— WHAT YOU ARE ASKED TO DO —
Find and return every line of the data that contains the word "DUNANT".

= = = = =

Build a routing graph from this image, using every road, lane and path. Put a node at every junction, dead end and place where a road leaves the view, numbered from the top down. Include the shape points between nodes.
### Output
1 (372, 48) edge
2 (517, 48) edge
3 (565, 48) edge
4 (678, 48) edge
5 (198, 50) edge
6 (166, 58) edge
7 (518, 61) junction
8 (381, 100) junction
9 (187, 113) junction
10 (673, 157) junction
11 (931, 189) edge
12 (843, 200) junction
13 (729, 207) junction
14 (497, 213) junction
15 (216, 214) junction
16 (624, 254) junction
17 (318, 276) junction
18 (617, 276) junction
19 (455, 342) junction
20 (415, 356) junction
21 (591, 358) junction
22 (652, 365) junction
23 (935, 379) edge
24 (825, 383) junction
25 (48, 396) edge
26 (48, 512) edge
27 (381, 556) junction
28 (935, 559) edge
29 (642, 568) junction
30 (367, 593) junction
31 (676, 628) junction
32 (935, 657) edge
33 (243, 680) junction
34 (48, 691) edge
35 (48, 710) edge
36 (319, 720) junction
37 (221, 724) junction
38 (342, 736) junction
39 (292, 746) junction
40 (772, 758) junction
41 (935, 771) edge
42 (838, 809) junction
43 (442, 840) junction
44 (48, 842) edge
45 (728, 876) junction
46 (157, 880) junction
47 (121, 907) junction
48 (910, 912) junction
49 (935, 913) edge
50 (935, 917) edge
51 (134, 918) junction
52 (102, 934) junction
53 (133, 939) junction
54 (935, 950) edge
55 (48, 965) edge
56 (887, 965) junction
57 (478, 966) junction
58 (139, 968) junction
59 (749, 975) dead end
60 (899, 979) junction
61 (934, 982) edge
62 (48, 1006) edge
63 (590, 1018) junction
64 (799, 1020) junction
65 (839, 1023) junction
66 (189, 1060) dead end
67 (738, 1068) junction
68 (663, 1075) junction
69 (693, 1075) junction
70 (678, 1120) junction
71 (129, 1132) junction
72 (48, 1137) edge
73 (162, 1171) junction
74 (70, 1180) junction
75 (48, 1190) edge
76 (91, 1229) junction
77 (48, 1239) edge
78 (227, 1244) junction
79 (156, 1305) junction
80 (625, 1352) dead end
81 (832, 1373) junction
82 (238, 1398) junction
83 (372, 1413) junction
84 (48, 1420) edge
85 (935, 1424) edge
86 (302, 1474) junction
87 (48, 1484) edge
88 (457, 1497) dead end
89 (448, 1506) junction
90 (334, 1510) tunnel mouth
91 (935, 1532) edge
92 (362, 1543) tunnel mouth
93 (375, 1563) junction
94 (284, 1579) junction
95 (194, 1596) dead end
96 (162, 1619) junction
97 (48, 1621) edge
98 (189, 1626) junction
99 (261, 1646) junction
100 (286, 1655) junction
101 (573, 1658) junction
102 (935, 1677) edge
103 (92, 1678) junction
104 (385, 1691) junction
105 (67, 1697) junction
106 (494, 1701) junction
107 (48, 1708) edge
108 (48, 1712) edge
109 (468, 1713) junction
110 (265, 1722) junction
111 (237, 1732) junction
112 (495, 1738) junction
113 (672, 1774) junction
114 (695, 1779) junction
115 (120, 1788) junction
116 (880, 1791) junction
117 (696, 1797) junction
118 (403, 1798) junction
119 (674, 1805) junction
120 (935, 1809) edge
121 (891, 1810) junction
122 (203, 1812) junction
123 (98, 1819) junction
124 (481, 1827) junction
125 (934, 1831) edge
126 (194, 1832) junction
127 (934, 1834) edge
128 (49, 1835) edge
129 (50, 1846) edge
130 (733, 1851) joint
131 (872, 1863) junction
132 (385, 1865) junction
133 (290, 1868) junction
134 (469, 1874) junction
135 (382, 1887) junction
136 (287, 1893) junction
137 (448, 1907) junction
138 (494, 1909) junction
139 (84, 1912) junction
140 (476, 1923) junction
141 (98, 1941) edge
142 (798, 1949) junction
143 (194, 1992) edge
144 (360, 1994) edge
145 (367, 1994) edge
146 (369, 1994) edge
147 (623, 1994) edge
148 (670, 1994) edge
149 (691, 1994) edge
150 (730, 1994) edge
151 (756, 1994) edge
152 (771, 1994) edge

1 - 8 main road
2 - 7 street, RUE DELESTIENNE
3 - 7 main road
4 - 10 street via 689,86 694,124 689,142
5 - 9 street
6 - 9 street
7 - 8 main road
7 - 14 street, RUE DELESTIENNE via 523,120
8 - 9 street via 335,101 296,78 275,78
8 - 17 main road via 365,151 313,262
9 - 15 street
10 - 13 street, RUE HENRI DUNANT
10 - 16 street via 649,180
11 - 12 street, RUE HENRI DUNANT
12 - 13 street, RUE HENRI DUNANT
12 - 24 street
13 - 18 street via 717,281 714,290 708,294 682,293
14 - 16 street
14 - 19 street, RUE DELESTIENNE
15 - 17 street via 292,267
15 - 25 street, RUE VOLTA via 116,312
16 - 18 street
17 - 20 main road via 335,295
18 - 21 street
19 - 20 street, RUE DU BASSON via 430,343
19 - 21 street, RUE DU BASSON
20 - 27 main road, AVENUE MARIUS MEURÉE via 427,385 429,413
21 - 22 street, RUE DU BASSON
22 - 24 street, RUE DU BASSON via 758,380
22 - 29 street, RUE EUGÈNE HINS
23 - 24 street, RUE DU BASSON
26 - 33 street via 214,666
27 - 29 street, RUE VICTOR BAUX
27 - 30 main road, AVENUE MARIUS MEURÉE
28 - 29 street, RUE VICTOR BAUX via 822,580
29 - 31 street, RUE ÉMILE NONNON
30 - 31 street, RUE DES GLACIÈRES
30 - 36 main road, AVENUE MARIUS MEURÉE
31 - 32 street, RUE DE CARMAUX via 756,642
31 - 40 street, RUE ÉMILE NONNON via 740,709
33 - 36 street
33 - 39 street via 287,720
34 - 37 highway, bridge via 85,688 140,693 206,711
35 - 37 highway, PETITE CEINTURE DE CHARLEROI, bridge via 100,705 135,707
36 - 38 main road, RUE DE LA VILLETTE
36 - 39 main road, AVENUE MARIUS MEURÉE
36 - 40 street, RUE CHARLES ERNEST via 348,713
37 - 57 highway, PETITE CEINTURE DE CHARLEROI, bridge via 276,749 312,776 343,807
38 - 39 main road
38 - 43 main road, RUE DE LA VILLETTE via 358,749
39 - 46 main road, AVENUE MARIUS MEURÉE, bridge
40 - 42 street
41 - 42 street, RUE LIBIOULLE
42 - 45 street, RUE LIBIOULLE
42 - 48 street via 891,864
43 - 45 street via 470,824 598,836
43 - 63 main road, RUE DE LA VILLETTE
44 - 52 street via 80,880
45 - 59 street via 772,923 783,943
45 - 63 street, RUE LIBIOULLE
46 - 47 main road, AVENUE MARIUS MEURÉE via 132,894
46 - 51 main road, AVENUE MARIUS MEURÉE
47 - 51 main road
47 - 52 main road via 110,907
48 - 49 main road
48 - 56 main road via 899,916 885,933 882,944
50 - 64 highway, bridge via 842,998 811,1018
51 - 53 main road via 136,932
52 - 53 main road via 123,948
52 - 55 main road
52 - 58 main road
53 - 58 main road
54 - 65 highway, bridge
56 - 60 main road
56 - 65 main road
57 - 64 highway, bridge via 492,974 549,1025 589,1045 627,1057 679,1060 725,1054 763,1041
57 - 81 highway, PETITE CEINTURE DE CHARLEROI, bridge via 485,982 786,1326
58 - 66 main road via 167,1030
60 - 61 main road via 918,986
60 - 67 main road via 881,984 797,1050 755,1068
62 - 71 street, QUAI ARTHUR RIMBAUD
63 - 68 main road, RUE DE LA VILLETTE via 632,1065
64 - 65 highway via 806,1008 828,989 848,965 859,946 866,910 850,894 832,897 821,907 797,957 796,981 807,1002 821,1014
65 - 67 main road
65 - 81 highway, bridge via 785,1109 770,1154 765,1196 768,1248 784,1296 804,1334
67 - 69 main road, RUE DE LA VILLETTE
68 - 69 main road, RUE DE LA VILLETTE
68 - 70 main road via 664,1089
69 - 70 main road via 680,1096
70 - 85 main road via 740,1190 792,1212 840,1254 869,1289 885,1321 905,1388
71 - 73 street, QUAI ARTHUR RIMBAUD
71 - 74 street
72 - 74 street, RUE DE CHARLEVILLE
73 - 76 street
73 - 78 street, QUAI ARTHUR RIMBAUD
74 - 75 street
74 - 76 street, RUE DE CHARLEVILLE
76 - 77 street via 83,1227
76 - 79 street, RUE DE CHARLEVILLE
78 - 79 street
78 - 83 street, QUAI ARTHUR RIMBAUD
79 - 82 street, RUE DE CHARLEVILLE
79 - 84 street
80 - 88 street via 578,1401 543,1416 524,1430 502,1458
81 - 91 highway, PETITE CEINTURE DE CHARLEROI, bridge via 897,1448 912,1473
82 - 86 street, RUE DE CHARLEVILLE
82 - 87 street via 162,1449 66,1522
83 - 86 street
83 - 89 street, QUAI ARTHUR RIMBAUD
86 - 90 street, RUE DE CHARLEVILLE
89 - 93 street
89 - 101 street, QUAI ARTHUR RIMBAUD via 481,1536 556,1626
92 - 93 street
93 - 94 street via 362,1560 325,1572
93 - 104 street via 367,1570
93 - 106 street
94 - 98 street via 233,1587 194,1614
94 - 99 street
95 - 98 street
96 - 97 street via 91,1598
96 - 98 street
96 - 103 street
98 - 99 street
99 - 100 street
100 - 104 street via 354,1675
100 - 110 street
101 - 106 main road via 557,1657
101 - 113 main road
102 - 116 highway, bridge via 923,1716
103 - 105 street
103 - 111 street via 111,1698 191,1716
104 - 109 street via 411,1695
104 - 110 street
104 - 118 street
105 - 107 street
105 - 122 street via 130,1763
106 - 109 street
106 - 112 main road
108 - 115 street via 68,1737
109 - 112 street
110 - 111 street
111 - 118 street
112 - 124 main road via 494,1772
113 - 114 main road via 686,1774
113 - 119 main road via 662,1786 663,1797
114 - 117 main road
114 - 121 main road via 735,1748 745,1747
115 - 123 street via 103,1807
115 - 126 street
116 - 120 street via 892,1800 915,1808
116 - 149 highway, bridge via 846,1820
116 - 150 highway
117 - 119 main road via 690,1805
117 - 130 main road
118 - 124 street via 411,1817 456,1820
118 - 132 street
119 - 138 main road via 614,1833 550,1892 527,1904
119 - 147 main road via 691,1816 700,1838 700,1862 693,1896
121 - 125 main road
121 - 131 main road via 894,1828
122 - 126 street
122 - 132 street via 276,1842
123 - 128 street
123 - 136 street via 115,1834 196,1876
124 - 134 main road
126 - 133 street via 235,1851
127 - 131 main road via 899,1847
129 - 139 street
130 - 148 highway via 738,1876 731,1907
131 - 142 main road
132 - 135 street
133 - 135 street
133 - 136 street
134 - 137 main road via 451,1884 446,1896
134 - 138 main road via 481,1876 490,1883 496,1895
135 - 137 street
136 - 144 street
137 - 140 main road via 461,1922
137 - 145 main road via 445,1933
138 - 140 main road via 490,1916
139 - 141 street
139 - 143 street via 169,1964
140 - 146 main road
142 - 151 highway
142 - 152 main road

= = = = =

— RESULT OF THIS EXERCISE —
10 - 13 street, RUE HENRI DUNANT
11 - 12 street, RUE HENRI DUNANT
12 - 13 street, RUE HENRI DUNANT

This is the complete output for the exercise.